A cooperative association is a business entity formed by individuals for their mutual benefit, and is usually organized under general state business laws or specific state statutes governing cooperative associations. The rights and duties of the members of a cooperative association are governed by state statutes and by the association’s charter or articles of incorporation.
Each shareholder in a cooperative association has equal ownership and an equal share in the control of the association, regardless of the number of shares of stock held by the shareholder. Profit earned by the association is divided among the shareholders based on the amount of their purchases during the period the profit was earned.
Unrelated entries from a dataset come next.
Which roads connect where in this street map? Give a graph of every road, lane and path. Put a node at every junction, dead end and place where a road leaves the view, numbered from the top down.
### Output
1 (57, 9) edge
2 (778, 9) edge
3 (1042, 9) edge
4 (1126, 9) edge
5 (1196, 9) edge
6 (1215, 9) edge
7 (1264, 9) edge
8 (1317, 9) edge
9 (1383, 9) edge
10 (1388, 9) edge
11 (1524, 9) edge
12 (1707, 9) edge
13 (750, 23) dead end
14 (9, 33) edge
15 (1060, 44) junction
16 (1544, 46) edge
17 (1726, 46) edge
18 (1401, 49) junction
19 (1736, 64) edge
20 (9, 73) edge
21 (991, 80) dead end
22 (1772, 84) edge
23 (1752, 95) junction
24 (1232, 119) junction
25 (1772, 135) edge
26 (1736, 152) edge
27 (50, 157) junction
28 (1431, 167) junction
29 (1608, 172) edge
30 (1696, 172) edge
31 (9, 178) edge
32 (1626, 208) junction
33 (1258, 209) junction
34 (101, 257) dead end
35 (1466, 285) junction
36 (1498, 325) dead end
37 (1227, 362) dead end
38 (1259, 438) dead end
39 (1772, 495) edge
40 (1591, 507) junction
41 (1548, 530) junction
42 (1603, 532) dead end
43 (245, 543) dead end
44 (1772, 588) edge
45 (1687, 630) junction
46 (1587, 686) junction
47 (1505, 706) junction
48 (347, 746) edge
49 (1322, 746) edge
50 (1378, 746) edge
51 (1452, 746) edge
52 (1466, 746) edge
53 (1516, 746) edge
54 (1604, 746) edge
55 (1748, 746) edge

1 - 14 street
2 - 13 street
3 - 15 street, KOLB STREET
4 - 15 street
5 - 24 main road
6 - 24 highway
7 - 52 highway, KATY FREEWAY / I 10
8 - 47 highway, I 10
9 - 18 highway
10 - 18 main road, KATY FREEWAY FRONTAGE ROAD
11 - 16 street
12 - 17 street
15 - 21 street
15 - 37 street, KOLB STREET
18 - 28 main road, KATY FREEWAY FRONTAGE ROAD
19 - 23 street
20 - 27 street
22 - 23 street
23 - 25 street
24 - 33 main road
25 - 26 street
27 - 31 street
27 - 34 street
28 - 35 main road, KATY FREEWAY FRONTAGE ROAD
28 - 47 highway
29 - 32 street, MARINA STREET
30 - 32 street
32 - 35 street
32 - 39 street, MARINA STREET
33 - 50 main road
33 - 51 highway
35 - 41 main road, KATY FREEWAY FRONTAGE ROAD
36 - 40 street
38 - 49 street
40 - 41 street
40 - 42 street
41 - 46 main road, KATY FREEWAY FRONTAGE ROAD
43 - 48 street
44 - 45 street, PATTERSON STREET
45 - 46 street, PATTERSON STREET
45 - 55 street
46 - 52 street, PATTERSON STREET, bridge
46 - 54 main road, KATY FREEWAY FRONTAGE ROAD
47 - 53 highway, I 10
In Rhode Island, cooperative associations are typically formed under specific state statutes that provide for their creation, governance, and operation. These statutes outline the rights and duties of the members, as well as the procedures for the management of the cooperative. The cooperative's charter or articles of incorporation, along with state law, dictate how the cooperative is run, member involvement, and the distribution of profits. In Rhode Island, each member of a cooperative association has an equal say in the control of the association, which means that regardless of the number of shares owned, each member has one vote. This is in contrast to traditional corporations where voting power is typically proportional to the number of shares held. Profits in a cooperative are distributed among the members based on their patronage, or the amount of business they conduct with the cooperative, rather than on the number of shares they own. This aligns the members' rewards with their contribution to the cooperative's success. It's important to note that specific regulations can vary, and for detailed guidance, consulting with an attorney who has expertise in cooperative law in Rhode Island is advisable.